TASK DETAILS: Please reproduce all of the data below exactly, leaving each picture out.

TASK MATERIAL:
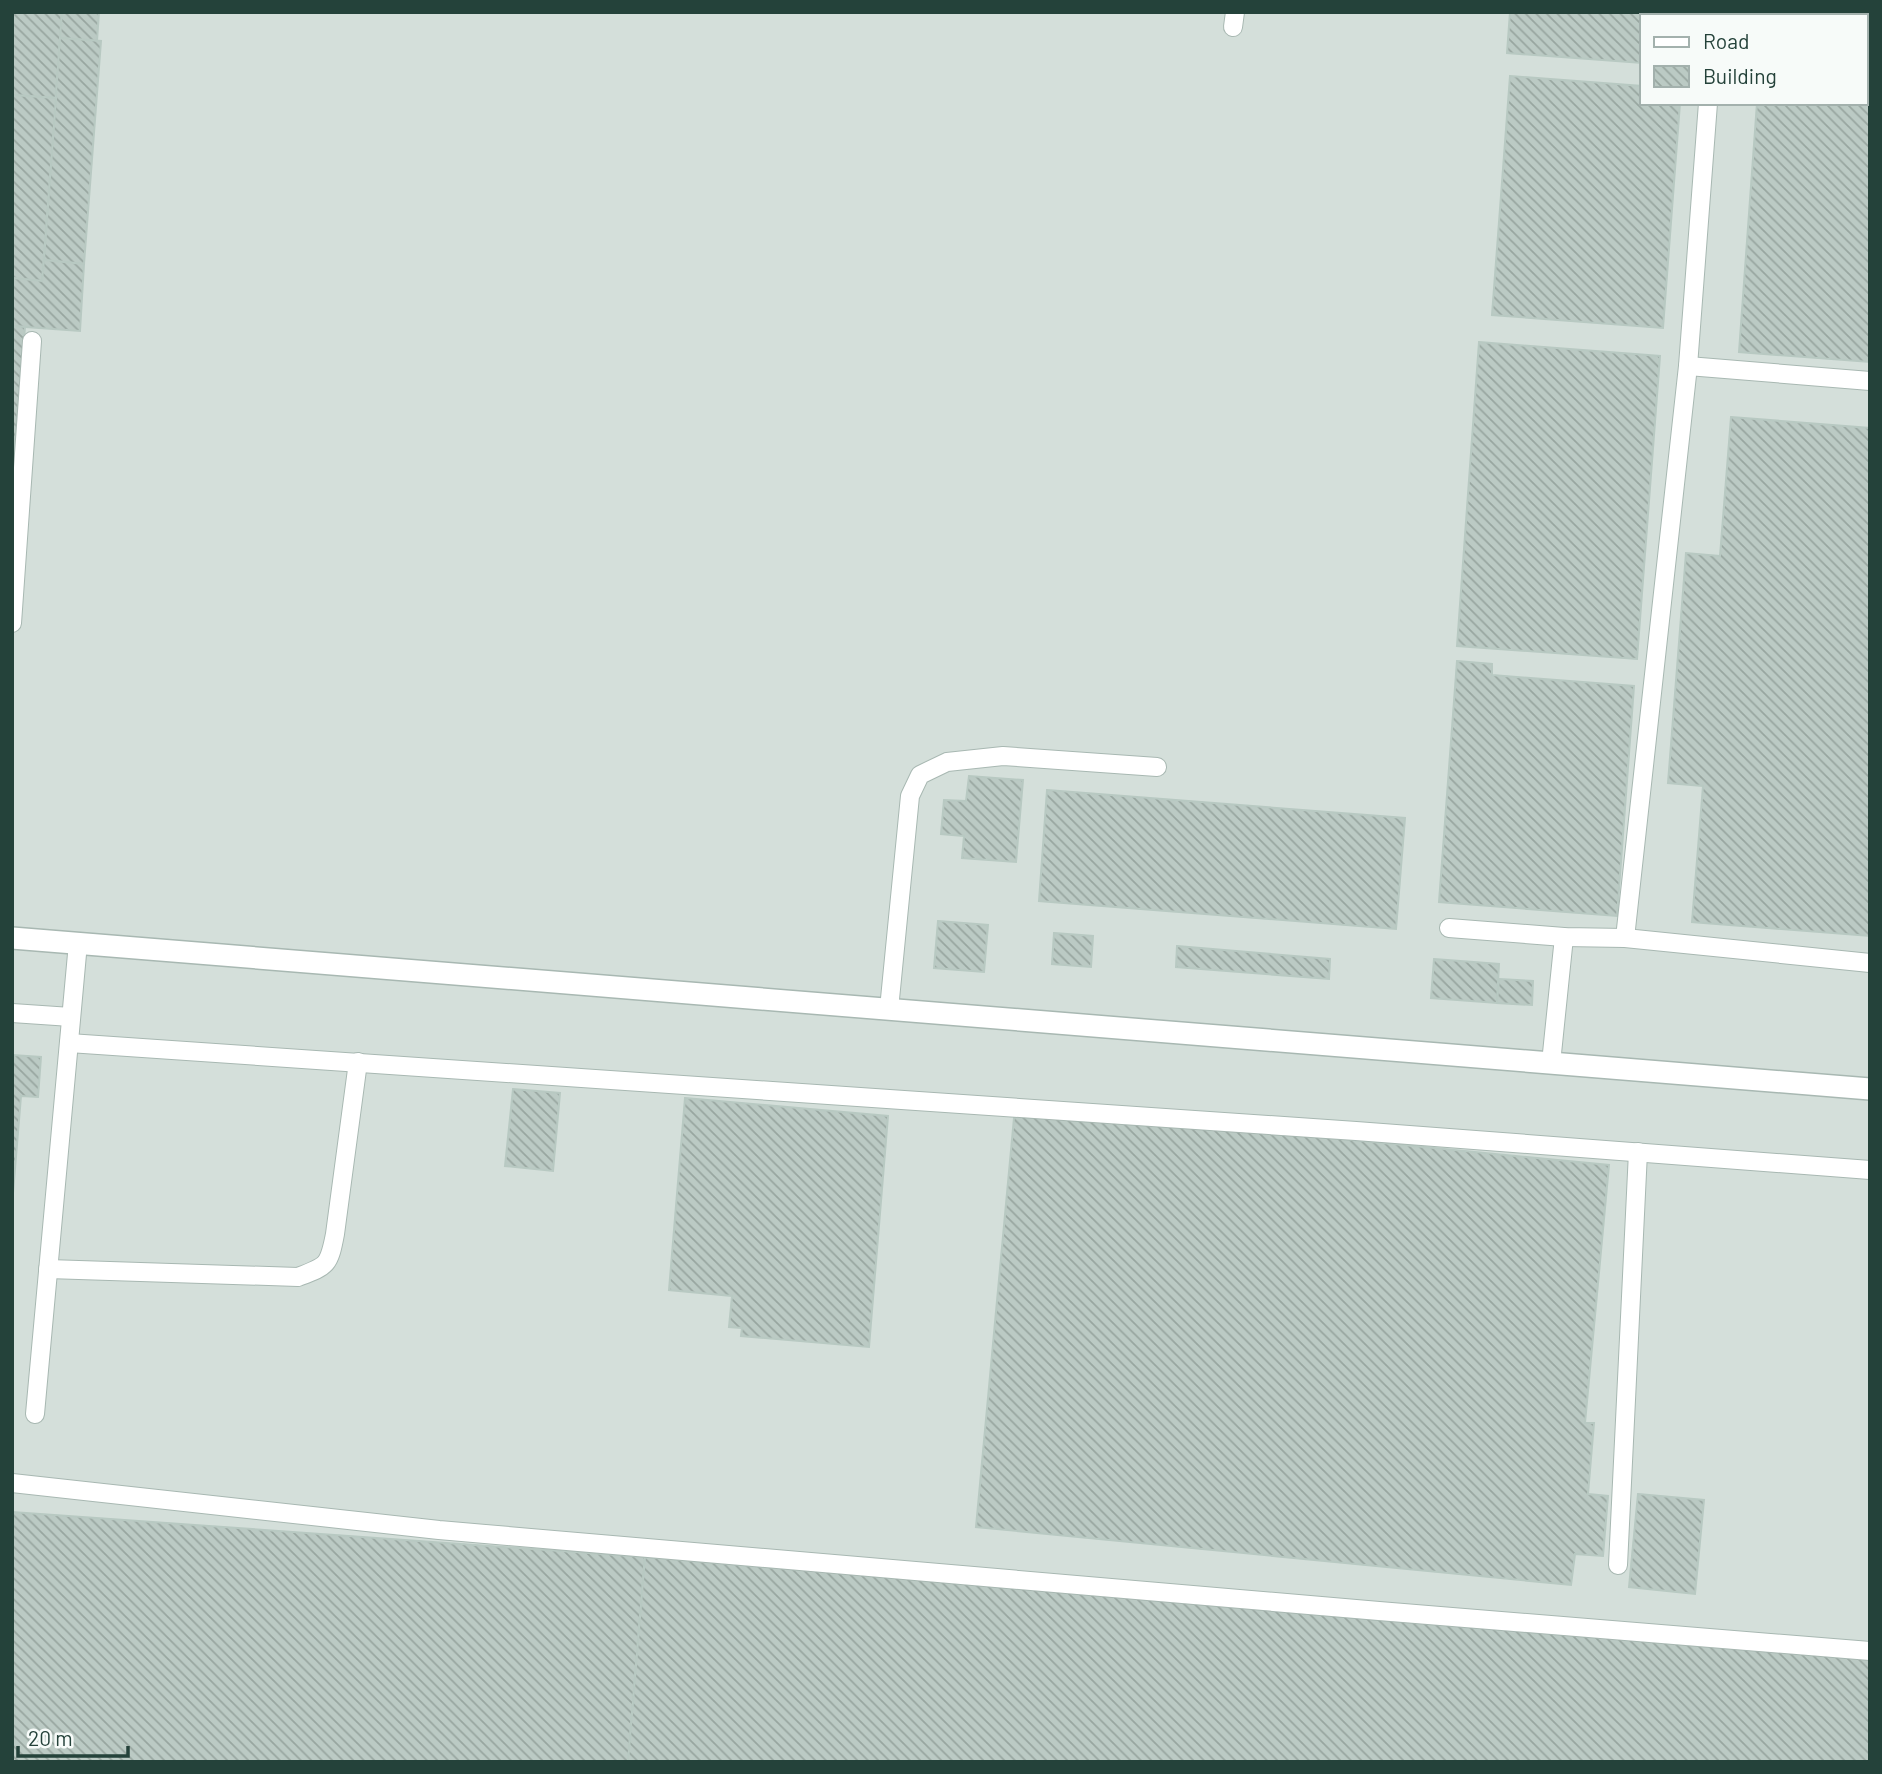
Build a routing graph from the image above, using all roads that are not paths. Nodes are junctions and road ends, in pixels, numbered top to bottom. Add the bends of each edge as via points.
1 (1708, 105) edge
2 (32, 341) dead end
3 (1688, 366) junction
4 (1870, 381) edge
5 (12, 623) edge
6 (1157, 767) dead end
7 (1449, 929) dead end
8 (12, 937) edge
9 (1564, 937) junction
10 (1625, 938) junction
11 (78, 943) junction
12 (1870, 963) edge
13 (889, 1009) junction
14 (12, 1013) edge
15 (71, 1017) junction
16 (69, 1043) junction
17 (358, 1062) junction
18 (1551, 1063) junction
19 (1870, 1089) edge
20 (1638, 1152) junction
21 (1870, 1170) edge
22 (48, 1269) junction
23 (35, 1414) dead end
24 (12, 1483) edge
25 (1618, 1565) dead end
26 (1870, 1651) edge

1 - 3 lane
2 - 5 lane
3 - 4 lane
3 - 10 lane
6 - 13 lane via 1003,757 947,762 920,775 910,796
7 - 9 lane
8 - 11 street
9 - 10 lane
9 - 18 lane
10 - 12 lane
11 - 13 street
11 - 15 lane
13 - 18 street
14 - 15 lane
15 - 16 lane
16 - 17 lane
16 - 22 lane
17 - 20 lane
17 - 22 lane via 331,1257 322,1268 298,1277
18 - 19 street
20 - 21 lane
20 - 25 lane
22 - 23 lane
24 - 26 lane via 439,1530

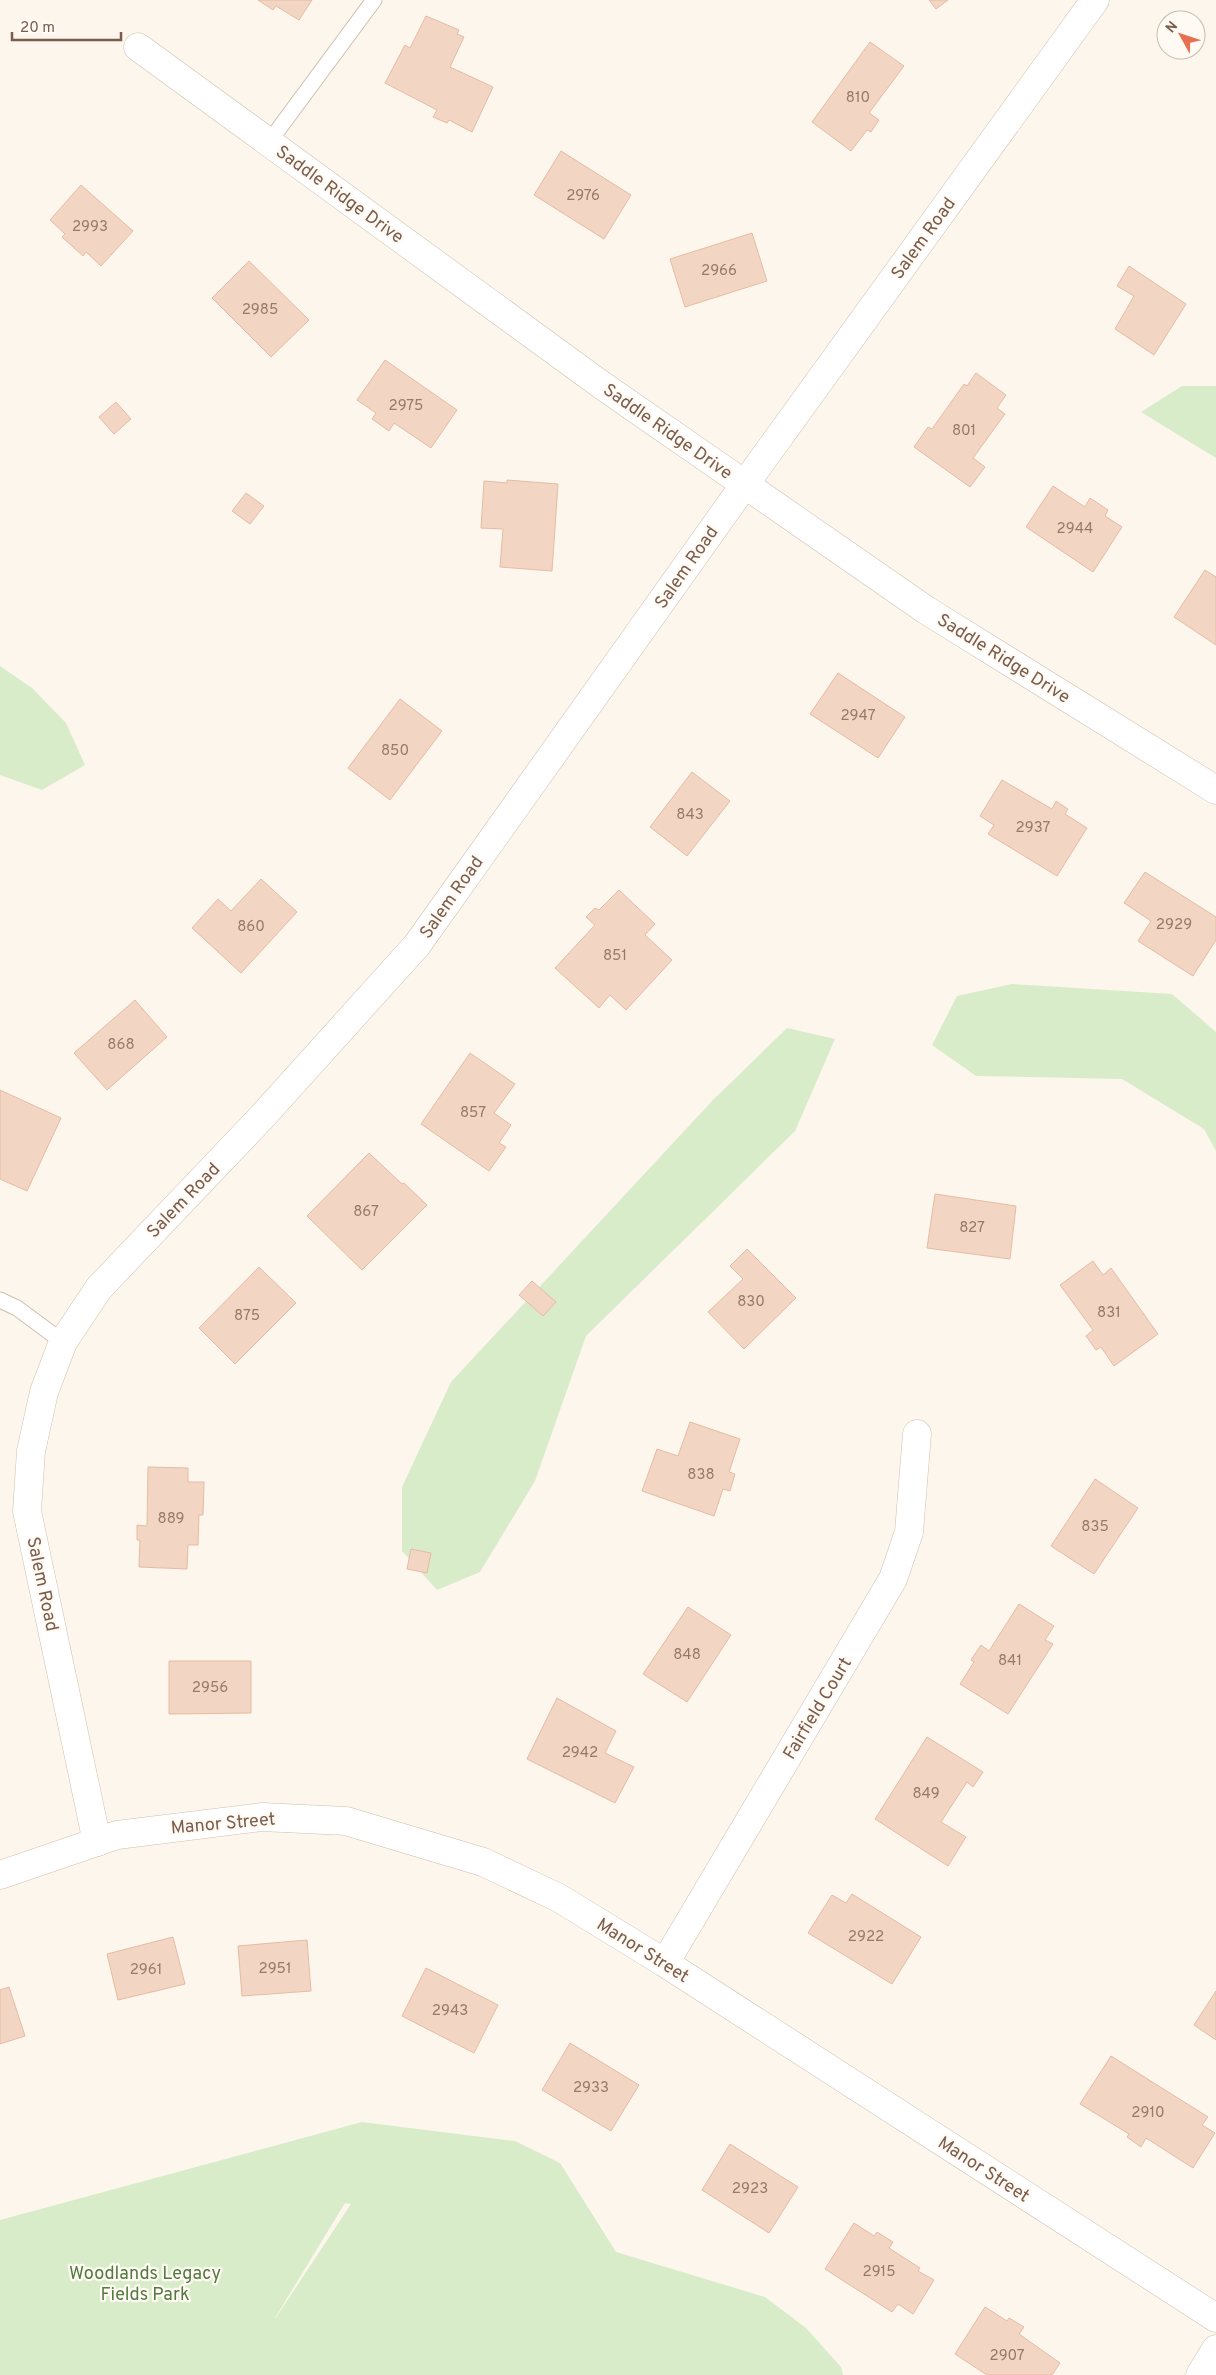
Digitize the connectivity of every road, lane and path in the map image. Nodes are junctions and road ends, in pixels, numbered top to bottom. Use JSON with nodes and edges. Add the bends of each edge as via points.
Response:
{"nodes":[{"id":1,"x":374,"y":0,"type":"edge"},
{"id":2,"x":1095,"y":0,"type":"edge"},
{"id":3,"x":138,"y":47,"type":"dead end"},
{"id":4,"x":269,"y":142,"type":"junction"},
{"id":5,"x":745,"y":484,"type":"junction"},
{"id":6,"x":1216,"y":790,"type":"edge"},
{"id":7,"x":0,"y":1300,"type":"edge"},
{"id":8,"x":63,"y":1342,"type":"junction"},
{"id":9,"x":917,"y":1434,"type":"dead end"},
{"id":10,"x":97,"y":1842,"type":"junction"},
{"id":11,"x":0,"y":1875,"type":"edge"},
{"id":12,"x":665,"y":1963,"type":"junction"},
{"id":13,"x":1216,"y":2318,"type":"edge"},
{"id":14,"x":1216,"y":2349,"type":"edge"},
{"id":15,"x":1200,"y":2375,"type":"edge"}],
"edges":[{"from":1,"to":4,"type":"lane"},
{"from":2,"to":5,"type":"street","name":"Salem Road"},
{"from":3,"to":4,"type":"street","name":"Saddle Ridge Drive"},
{"from":4,"to":5,"type":"street","name":"Saddle Ridge Drive","via":[[603,386]]},
{"from":5,"to":6,"type":"street","name":"Saddle Ridge Drive","via":[[926,610]]},
{"from":5,"to":8,"type":"street","name":"Salem Road","via":[[417,945],[260,1119],[99,1288]]},
{"from":7,"to":8,"type":"lane","via":[[17,1308]]},
{"from":8,"to":10,"type":"street","name":"Salem Road","via":[[44,1392],[31,1451],[27,1511]]},
{"from":9,"to":12,"type":"street","name":"Fairfield Court","via":[[908,1532],[893,1579]]},
{"from":10,"to":11,"type":"street","name":"Manor Street"},
{"from":10,"to":12,"type":"street","name":"Manor Street","via":[[117,1835],[262,1817],[346,1821],[483,1862],[559,1898]]},
{"from":12,"to":13,"type":"street","name":"Manor Street"},
{"from":14,"to":15,"type":"street"}]}
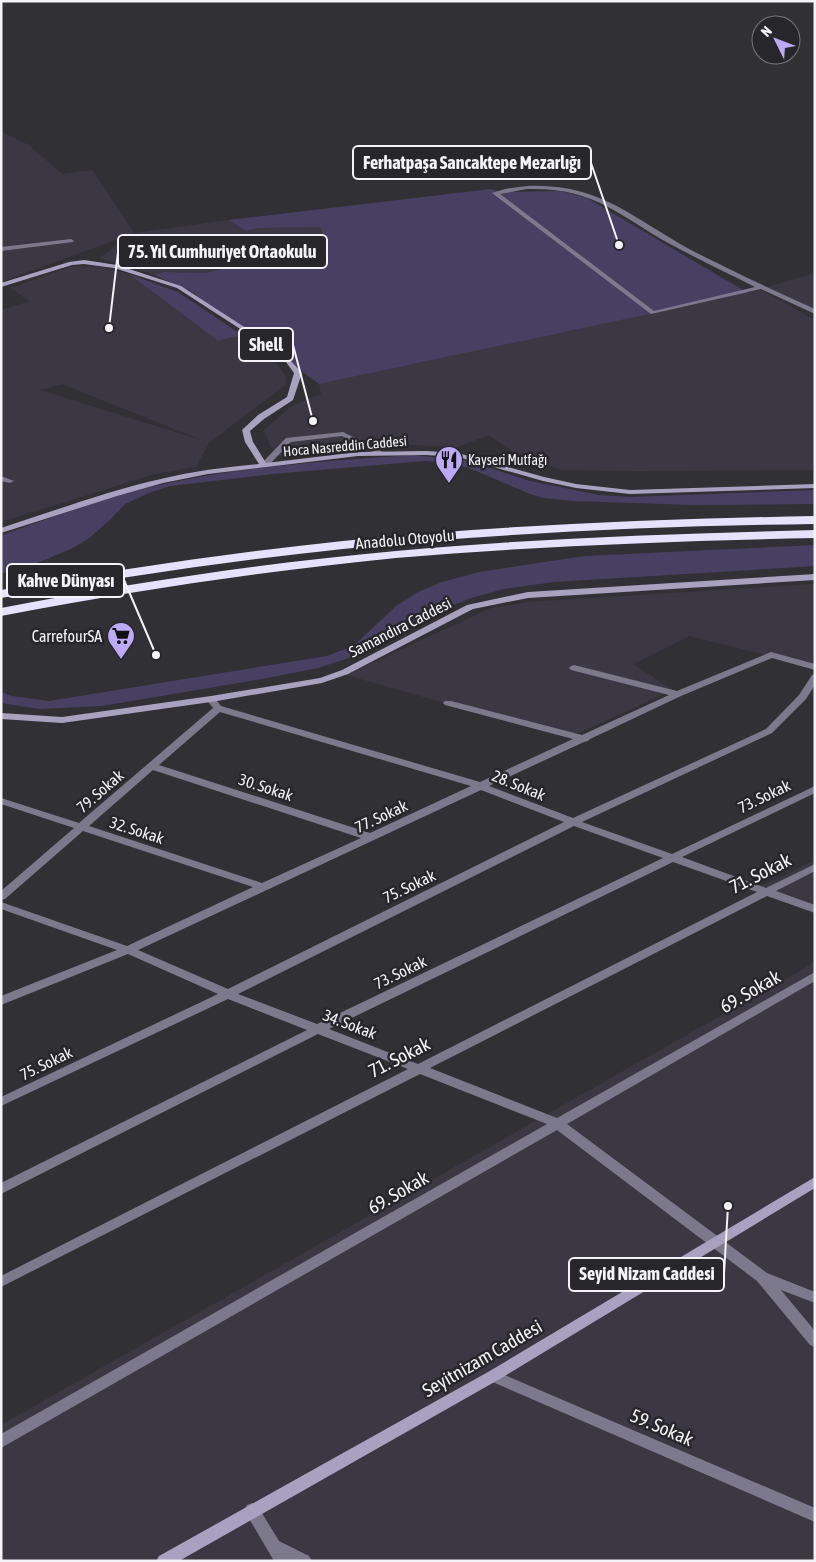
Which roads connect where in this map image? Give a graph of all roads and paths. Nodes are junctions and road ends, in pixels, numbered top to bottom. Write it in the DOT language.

WORKED SOLUTION:
Build a routing graph from the image above, using all roads that are not paths. Nodes are junctions and road ends, in pixels, numbered top to bottom. Add the bends of each edge as via points.
1 (1708, 105) edge
2 (32, 341) dead end
3 (1688, 366) junction
4 (1870, 381) edge
5 (12, 623) edge
6 (1157, 767) dead end
7 (1449, 929) dead end
8 (12, 937) edge
9 (1564, 937) junction
10 (1625, 938) junction
11 (78, 943) junction
12 (1870, 963) edge
13 (889, 1009) junction
14 (12, 1013) edge
15 (71, 1017) junction
16 (69, 1043) junction
17 (358, 1062) junction
18 (1551, 1063) junction
19 (1870, 1089) edge
20 (1638, 1152) junction
21 (1870, 1170) edge
22 (48, 1269) junction
23 (35, 1414) dead end
24 (12, 1483) edge
25 (1618, 1565) dead end
26 (1870, 1651) edge

1 - 3 lane
2 - 5 lane
3 - 4 lane
3 - 10 lane
6 - 13 lane via 1003,757 947,762 920,775 910,796
7 - 9 lane
8 - 11 street
9 - 10 lane
9 - 18 lane
10 - 12 lane
11 - 13 street
11 - 15 lane
13 - 18 street
14 - 15 lane
15 - 16 lane
16 - 17 lane
16 - 22 lane
17 - 20 lane
17 - 22 lane via 331,1257 322,1268 298,1277
18 - 19 street
20 - 21 lane
20 - 25 lane
22 - 23 lane
24 - 26 lane via 439,1530

Digitize the connectivity of every road, lane and path in the map image. Nodes are junctions and road ends, in pixels, numbered top to bottom. Use JSON with nodes and edges. Add the bends of each edge as via points.
Response:
{"nodes":[{"id":1,"x":374,"y":0,"type":"edge"},
{"id":2,"x":1095,"y":0,"type":"edge"},
{"id":3,"x":138,"y":47,"type":"dead end"},
{"id":4,"x":269,"y":142,"type":"junction"},
{"id":5,"x":745,"y":484,"type":"junction"},
{"id":6,"x":1216,"y":790,"type":"edge"},
{"id":7,"x":0,"y":1300,"type":"edge"},
{"id":8,"x":63,"y":1342,"type":"junction"},
{"id":9,"x":917,"y":1434,"type":"dead end"},
{"id":10,"x":97,"y":1842,"type":"junction"},
{"id":11,"x":0,"y":1875,"type":"edge"},
{"id":12,"x":665,"y":1963,"type":"junction"},
{"id":13,"x":1216,"y":2318,"type":"edge"},
{"id":14,"x":1216,"y":2349,"type":"edge"},
{"id":15,"x":1200,"y":2375,"type":"edge"}],
"edges":[{"from":1,"to":4,"type":"lane"},
{"from":2,"to":5,"type":"street","name":"Salem Road"},
{"from":3,"to":4,"type":"street","name":"Saddle Ridge Drive"},
{"from":4,"to":5,"type":"street","name":"Saddle Ridge Drive","via":[[603,386]]},
{"from":5,"to":6,"type":"street","name":"Saddle Ridge Drive","via":[[926,610]]},
{"from":5,"to":8,"type":"street","name":"Salem Road","via":[[417,945],[260,1119],[99,1288]]},
{"from":7,"to":8,"type":"lane","via":[[17,1308]]},
{"from":8,"to":10,"type":"street","name":"Salem Road","via":[[44,1392],[31,1451],[27,1511]]},
{"from":9,"to":12,"type":"street","name":"Fairfield Court","via":[[908,1532],[893,1579]]},
{"from":10,"to":11,"type":"street","name":"Manor Street"},
{"from":10,"to":12,"type":"street","name":"Manor Street","via":[[117,1835],[262,1817],[346,1821],[483,1862],[559,1898]]},
{"from":12,"to":13,"type":"street","name":"Manor Street"},
{"from":14,"to":15,"type":"street"}]}
Which roads connect where in this map image? Give a graph of all roads and paths. Nodes are junctions and road ends, in pixels, numbered top to bottom. Write it in the DOT language.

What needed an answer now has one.